The special anti-ent Sandiganbayan court sentenced Marcos, 89, to serving in prison for 6 to 11 years for each of the seven counts of violating an anti-corruption law when she illegally committed about $ 200 million in the years & # 39; to Swiss foundations collapsed as the governor of Metropolitan Manila. .
Neither Marcos nor anyone who represented her attended Friday's hearing. No one has responded on her behalf, although her lawyers were expected to appeal against the ruling, which welcomed anti-Marcos activists and human rights victims who had waited so long.

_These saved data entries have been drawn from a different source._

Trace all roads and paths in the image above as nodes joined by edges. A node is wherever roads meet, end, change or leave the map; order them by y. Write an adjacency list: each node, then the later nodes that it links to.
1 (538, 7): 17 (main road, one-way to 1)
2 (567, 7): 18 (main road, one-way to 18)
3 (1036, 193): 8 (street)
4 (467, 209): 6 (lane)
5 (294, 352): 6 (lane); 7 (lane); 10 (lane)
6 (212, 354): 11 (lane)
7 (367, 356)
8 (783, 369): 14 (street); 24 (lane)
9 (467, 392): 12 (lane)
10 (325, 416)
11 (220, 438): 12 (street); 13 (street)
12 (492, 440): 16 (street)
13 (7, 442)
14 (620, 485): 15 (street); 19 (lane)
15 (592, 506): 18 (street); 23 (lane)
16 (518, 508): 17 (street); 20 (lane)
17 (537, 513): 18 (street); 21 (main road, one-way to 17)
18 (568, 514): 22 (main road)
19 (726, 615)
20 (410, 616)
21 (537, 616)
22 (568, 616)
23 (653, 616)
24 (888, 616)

The court disqualified Marcos from holding public offices, but she can remain a member of the powerful House of Representatives while appealing to the decision. Her congress period will end next year, but she has registered to have her daughter replaced as governor of the northern province of Ilocos Norte.
Jump for joy
"I jumped up and down incredulously," said former chairman of the Human Rights Commission, Loretta Ann Rosales, who was one of the many activists after Imelda's husband, former President Ferdinand Marcos, joined the The Philippines declared martial law.

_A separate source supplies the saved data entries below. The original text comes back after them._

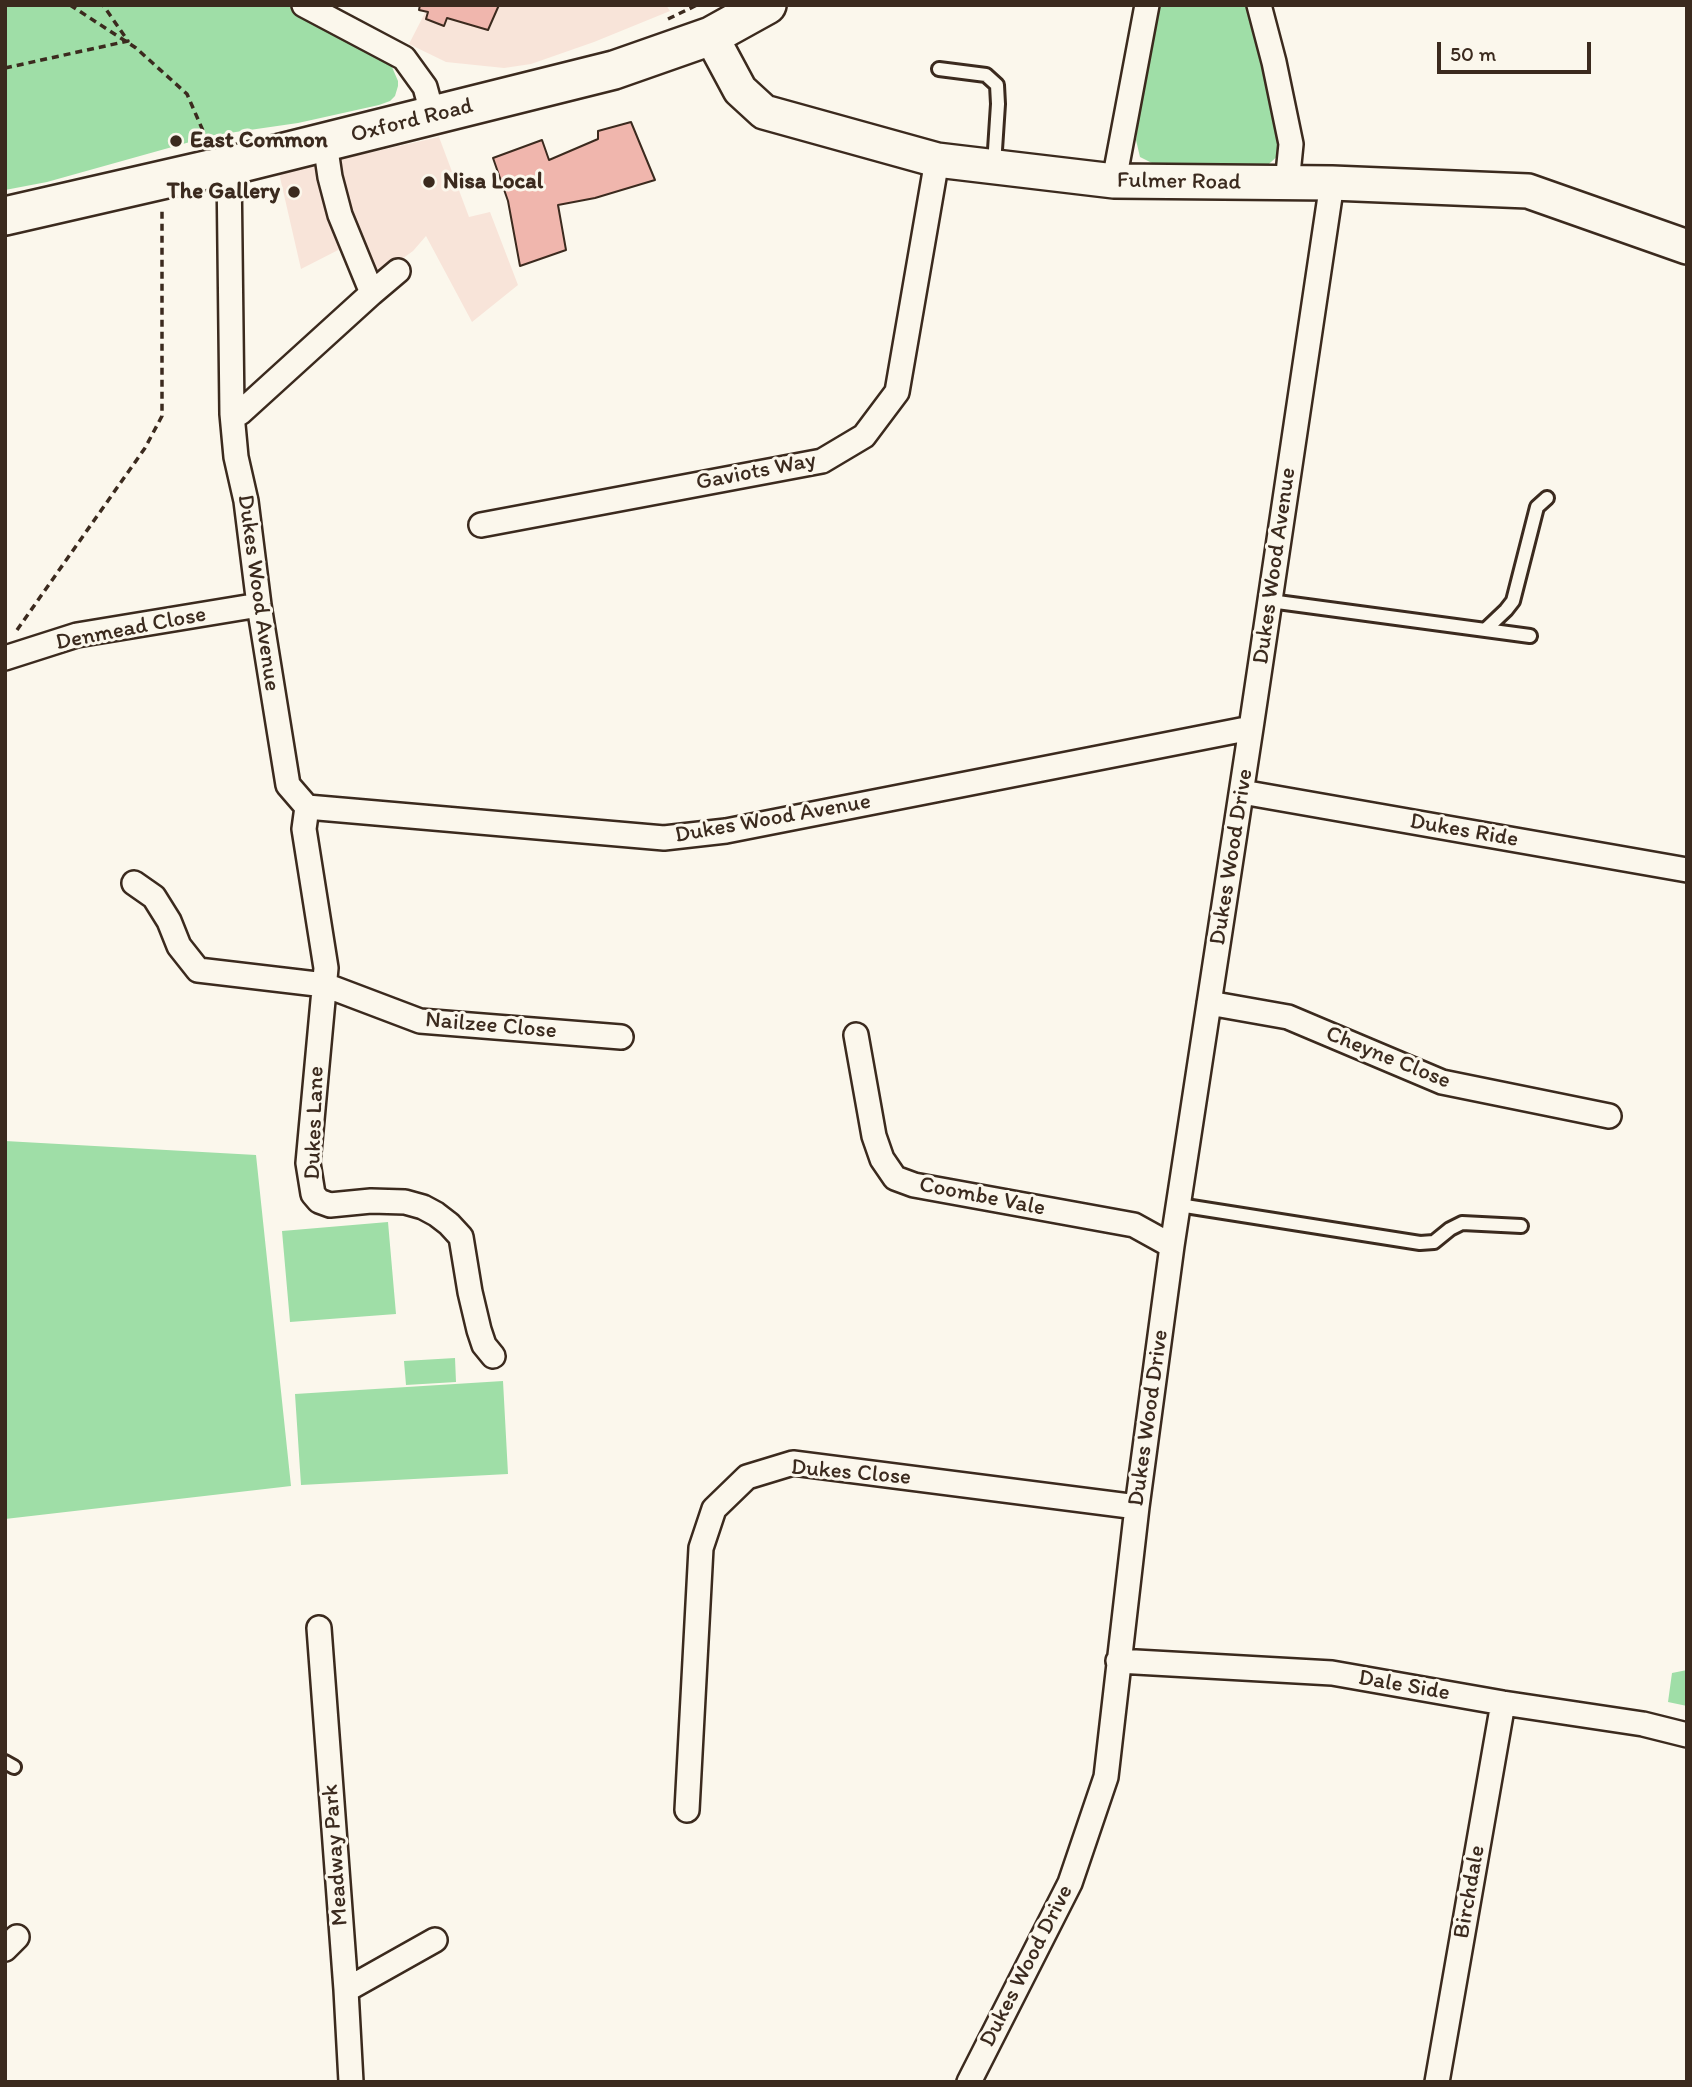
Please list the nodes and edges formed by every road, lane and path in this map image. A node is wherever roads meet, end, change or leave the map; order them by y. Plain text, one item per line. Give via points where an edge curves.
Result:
1 (70, 5) edge
2 (103, 5) edge
3 (304, 5) edge
4 (767, 5) edge
5 (1147, 5) edge
6 (1259, 5) edge
7 (711, 36) junction
8 (128, 41) junction
9 (5, 68) edge
10 (939, 69) dead end
11 (433, 116) junction
12 (325, 143) junction
13 (937, 160) junction
14 (220, 168) junction
15 (994, 168) junction
16 (1114, 181) junction
17 (1332, 183) junction
18 (1287, 184) junction
19 (162, 206) dead end
20 (5, 216) edge
21 (1687, 247) edge
22 (398, 271) dead end
23 (372, 293) junction
24 (232, 414) junction
25 (1547, 498) dead end
26 (481, 525) dead end
27 (1270, 601) junction
28 (259, 605) junction
29 (1486, 629) junction
30 (1530, 636) dead end
31 (9, 647) edge
32 (1251, 729) junction
33 (1242, 792) junction
34 (307, 807) junction
35 (1687, 870) edge
36 (134, 883) dead end
37 (325, 985) junction
38 (1209, 1003) junction
39 (856, 1035) dead end
40 (621, 1037) dead end
41 (1609, 1116) dead end
42 (1179, 1205) junction
43 (1521, 1226) dead end
44 (1172, 1246) junction
45 (493, 1356) dead end
46 (1137, 1507) junction
47 (319, 1628) dead end
48 (1118, 1661) junction
49 (1503, 1703) junction
50 (1687, 1735) edge
51 (687, 1810) dead end
52 (435, 1940) dead end
53 (346, 1990) junction
54 (351, 2082) edge
55 (970, 2082) edge
56 (1437, 2082) edge

1 - 8 path
2 - 8 path
3 - 11 street via 404,58 425,87
4 - 7 main road, Oxford Road
5 - 16 street
6 - 18 street via 1291,144
7 - 11 main road, Oxford Road via 614,70
7 - 13 street, Fulmer Road via 740,90 764,112
8 - 9 path
8 - 14 path via 187,94
10 - 15 lane via 986,75 997,85
11 - 12 main road, Oxford Road
12 - 14 main road, Oxford Road
12 - 23 street via 340,215
13 - 15 street, Fulmer Road
13 - 26 street, Gaviots Way via 897,392 864,436 822,461
14 - 20 main road, Oxford Road
14 - 24 street, Dukes Wood Avenue
15 - 16 street, Fulmer Road
16 - 18 street, Fulmer Road
17 - 18 street, Fulmer Road
17 - 21 street, Fulmer Road via 1528,191
17 - 27 street, Dukes Wood Avenue
19 - 31 path via 162,416
22 - 23 street
23 - 24 street via 240,413
24 - 28 street, Dukes Wood Avenue
25 - 29 lane via 1537,506 1513,601
27 - 29 lane
27 - 32 street, Dukes Wood Avenue
28 - 31 street, Denmead Close
28 - 34 street, Dukes Wood Avenue via 288,785
29 - 30 lane
32 - 33 street, Dukes Wood Drive
32 - 34 street, Dukes Wood Avenue via 726,831 664,838
33 - 35 street, Dukes Ride
33 - 38 street, Dukes Wood Drive
34 - 37 street, Dukes Lane via 304,829
36 - 37 street, Nailzee Close via 153,897 178,946 198,970
37 - 40 street, Nailzee Close via 419,1021
37 - 45 street, Dukes Lane via 308,1163 313,1194 330,1205 405,1202 423,1207 449,1224 461,1237 479,1330
38 - 41 street, Cheyne Close via 1288,1017 1442,1082
38 - 42 street, Dukes Wood Drive
39 - 44 street, Coombe Vale via 874,1136 895,1178 1134,1225
42 - 43 lane via 1420,1243 1434,1242 1462,1223
42 - 44 street, Dukes Wood Drive
44 - 46 street, Dukes Wood Drive
46 - 48 street, Dukes Wood Drive
46 - 51 street, Dukes Close via 793,1463 747,1477 715,1509 702,1548
47 - 53 street, Meadway Park
48 - 49 street, Dale Side via 1332,1673
48 - 55 street, Dukes Wood Drive via 1106,1777 1070,1883
49 - 50 street, Dale Side
49 - 56 street, Birchdale
52 - 53 street
53 - 54 street, Meadway Park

Rosales said the decision was a huge setback for the efforts of the Marcos family to revise history by denying many of the atrocities under the dictatorship, and urged Filipinos to address all threats to democracy and civil liberties. to fight.
Millions in stolen funds
The man of Imelda Marcos was expelled in 1986 by an army-supported "people's power" revolt. He died in Hawaii in 1989, but his widow and children returned to the Philippines. Most have been elected to public offices in an impressive political comeback.
Government prosecutor Ryan Quilala told reporters that Marcos and her husband have opened and managed Swiss foundations in violation of the Philippine constitution, using aliases in an attempt to hide stolen money. The Marcoses have been accused of plundering the government's treasury amidst overwhelming poverty. They have denied every mistake and have successfully opposed many other corruption cases.
Imelda Marcos was acquitted on Friday in three other cases, which were filed in 1991 and seized almost three decades of trial by various judges and prosecutors. She was once convicted of a graft case in 1993, but the Supreme Court later acquitted her of possible offenses.
Duterte an ally
President Rodrigo Duterte, an ally of the Marcoses, said last year that the Marcos family had indicated willingness to return an undetermined amount of money and "a few gold bars" to reduce budget deficits. He indicated that the family still denied that the assets had been stolen as claimed by political opponents.
Ferdinand Marcos had imprisoned the Philippines a year before his term would expire. He captured Congress, ordered the arrest of political rivals and leftist activists and ruled by decree. His family would have accumulated an estimated $ 5 billion to $ 10 billion while in power.
A Hawaii court found Marcos liable for human rights violations and granted $ 2 billion to his estate to compensate more than 9,000 Filipinos who had filed a lawsuit against him for torture, incarceration, extra-judicial killings and disappearances.